E’ stato ricostruito il livello di emissioni per il periodo considerato, mostrando picchi negli anni Novanta e progressivi miglioramenti, soprattutto a seguito della chiusura dell’Impianto EdiPower nel 2012. L’esame dei ricoveri ospedalieri non lascia spazio a dubbi: diabete, malattie neurologiche, cardiovascolari e disturbi respiratori. 5183 tumori. L’associazione con la mortalità tumorale aumenta del 16%, 63% per i tumori alla vescica e 115% per le leucemie. Il dato è distribuito in modo diseguale sulla base della condizione socioeconomica, in un territorio che è periferia del Paese.

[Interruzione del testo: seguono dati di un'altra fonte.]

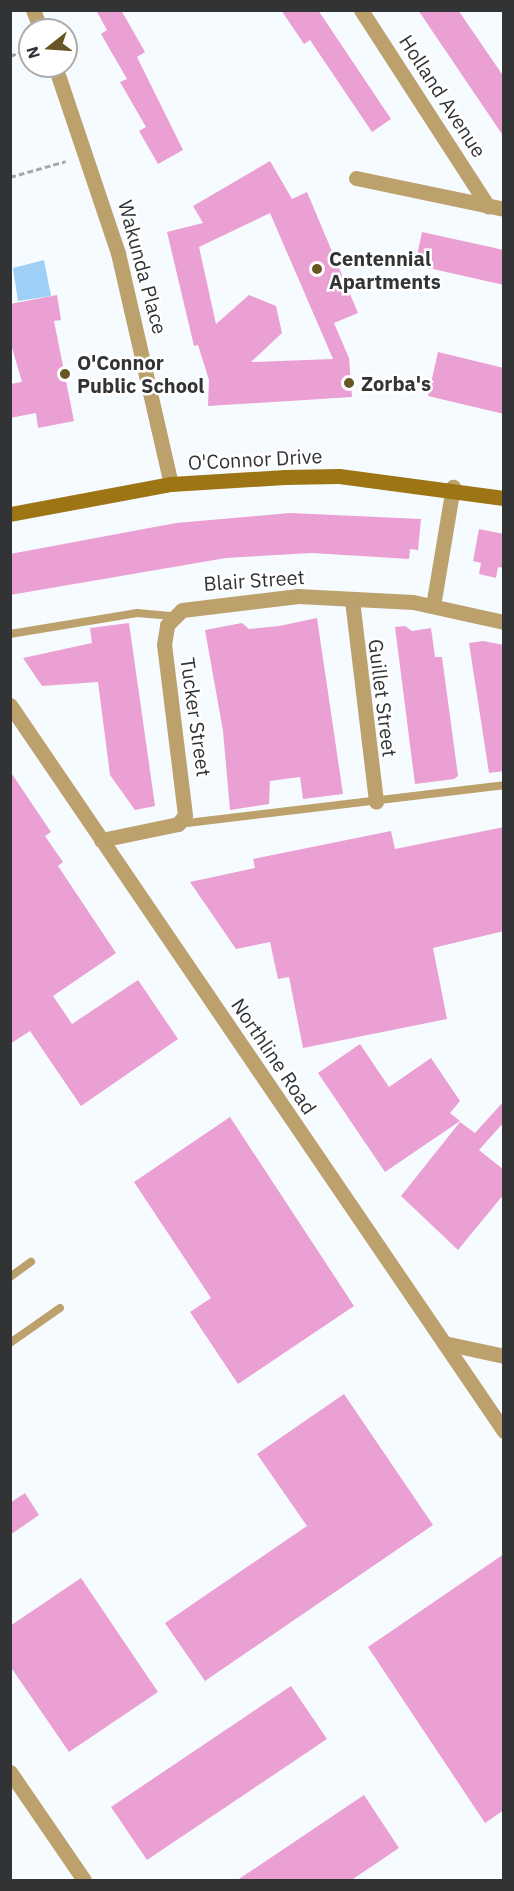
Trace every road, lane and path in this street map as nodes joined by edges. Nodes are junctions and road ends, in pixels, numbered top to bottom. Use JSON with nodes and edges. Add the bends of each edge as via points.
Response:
{"nodes":[{"id":1,"x":361,"y":10,"type":"edge"},
{"id":2,"x":59,"y":78,"type":"edge"},
{"id":3,"x":66,"y":160,"type":"dead end"},
{"id":4,"x":11,"y":176,"type":"edge"},
{"id":5,"x":356,"y":178,"type":"dead end"},
{"id":6,"x":496,"y":207,"type":"edge"},
{"id":7,"x":171,"y":484,"type":"junction"},
{"id":8,"x":453,"y":487,"type":"junction"},
{"id":9,"x":504,"y":498,"type":"edge"},
{"id":10,"x":10,"y":514,"type":"edge"},
{"id":11,"x":352,"y":600,"type":"junction"},
{"id":12,"x":433,"y":606,"type":"junction"},
{"id":13,"x":172,"y":616,"type":"junction"},
{"id":14,"x":504,"y":622,"type":"edge"},
{"id":15,"x":10,"y":634,"type":"edge"},
{"id":16,"x":10,"y":705,"type":"edge"},
{"id":17,"x":504,"y":785,"type":"edge"},
{"id":18,"x":376,"y":802,"type":"junction"},
{"id":19,"x":178,"y":824,"type":"junction"},
{"id":20,"x":101,"y":840,"type":"junction"},
{"id":21,"x":32,"y":1262,"type":"dead end"},
{"id":22,"x":10,"y":1277,"type":"edge"},
{"id":23,"x":60,"y":1308,"type":"dead end"},
{"id":24,"x":10,"y":1343,"type":"edge"},
{"id":25,"x":444,"y":1343,"type":"junction"},
{"id":26,"x":504,"y":1356,"type":"edge"},
{"id":27,"x":504,"y":1431,"type":"edge"},
{"id":28,"x":13,"y":1782,"type":"edge"},
{"id":29,"x":84,"y":1881,"type":"edge"}],
"edges":[{"from":1,"to":6,"type":"street","name":"Holland Avenue"},
{"from":2,"to":7,"type":"street","name":"Wakunda Place","via":[[118,252]]},
{"from":3,"to":4,"type":"path"},
{"from":5,"to":6,"type":"street"},
{"from":7,"to":8,"type":"main road","name":"O'Connor Drive","via":[[339,476]]},
{"from":7,"to":10,"type":"main road","name":"O'Connor Drive"},
{"from":8,"to":9,"type":"main road","name":"O'Connor Drive"},
{"from":8,"to":12,"type":"street"},
{"from":11,"to":12,"type":"street","name":"Blair Street"},
{"from":11,"to":13,"type":"street","name":"Blair Street","via":[[262,598],[192,606]]},
{"from":11,"to":18,"type":"street","name":"Guillet Street"},
{"from":12,"to":14,"type":"street","name":"Blair Street"},
{"from":13,"to":15,"type":"lane","name":"Blair Street","via":[[137,613]]},
{"from":13,"to":19,"type":"street","name":"Tucker Street","via":[[164,645],[186,796]]},
{"from":16,"to":20,"type":"street","name":"Northline Road"},
{"from":17,"to":18,"type":"lane"},
{"from":18,"to":19,"type":"lane"},
{"from":19,"to":20,"type":"street"},
{"from":20,"to":25,"type":"street","name":"Northline Road"},
{"from":21,"to":22,"type":"lane"},
{"from":23,"to":24,"type":"lane"},
{"from":25,"to":26,"type":"street"},
{"from":25,"to":27,"type":"street","name":"Northline Road"},
{"from":28,"to":29,"type":"street"}]}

I ricchi speculano e governano, i poveri si illudono e muoiono. Per fortuna questa è solo una parte della storia di Brindisi. Dietro questi dati, infatti, ci sono tante storie. Le storie dei tanti attivisti che in questi anni hanno lottato per mostrare la verità, le storie dei tanti processi in cui sono stati parte civile, le storie dei 6 cittadini che nel 2014 hanno presentato un esposto perché affetti da tumore per colpa di un inquinamento che stenta a riconoscere le proprie responsabilità, le storie dei contadini ed allevatori che hanno dovuto rinunciare al proprio lavoro, le storie dei turisti che hanno visto dalla spiaggia gli impianti fiammanti estate dopo estate, le storie degli studenti che rifiutano di credere che questo sia il lavoro a cui ambire, le storie dei musicisti, dei registi, delle assemblee d’istituto, dei cortometraggi, delle giornate dell’arte, delle manifestazioni.
Il territorio brindisino di oggi paga gli errori del passato, di una politica industriale pesante su cui mai si è aperta una riflessione politica e di cui ancora subiamo l’esposizione inquinante, paga gli anni di corruzione raccolti dalla cronaca e gli anni in cui l’unica strategia di sviluppo del territorio è stata “chiudere un occhio”.
Oggi sappiamo che è tutto vero. Si sono arricchiti sulla nostra pelle. Ma serve ancora individuare dei responsabili tra chi è stato artefice e chi connivente.
Chi ha inquinato deve pagare. Ma non basteranno i risarcimenti danni, non basterà la ragione e non basteranno i processi se al nostro territorio non resterà una prospettiva di riscatto da costruire.
I dati di ieri quindi sono solo un tassello di un nuovo sviluppo sostenibile possibile, che sia compatibile con il nostro territorio, che non metta in contrapposizione lavoro ed ambiente, che ricostruisca una prospettiva di speranza per tutte le generazioni che sono cresciute in questo status quo. Forse questi tristi dati, che sono un colpo allo stomaco, ma al contempo un risultato politico seppur ancora estremamente piccolo, dimostrano che questo status quo è pieno di crepe e possibilità di rottura, che al passato di sbagli e sfruttamento è necessario contrapporre un possibile da costruire.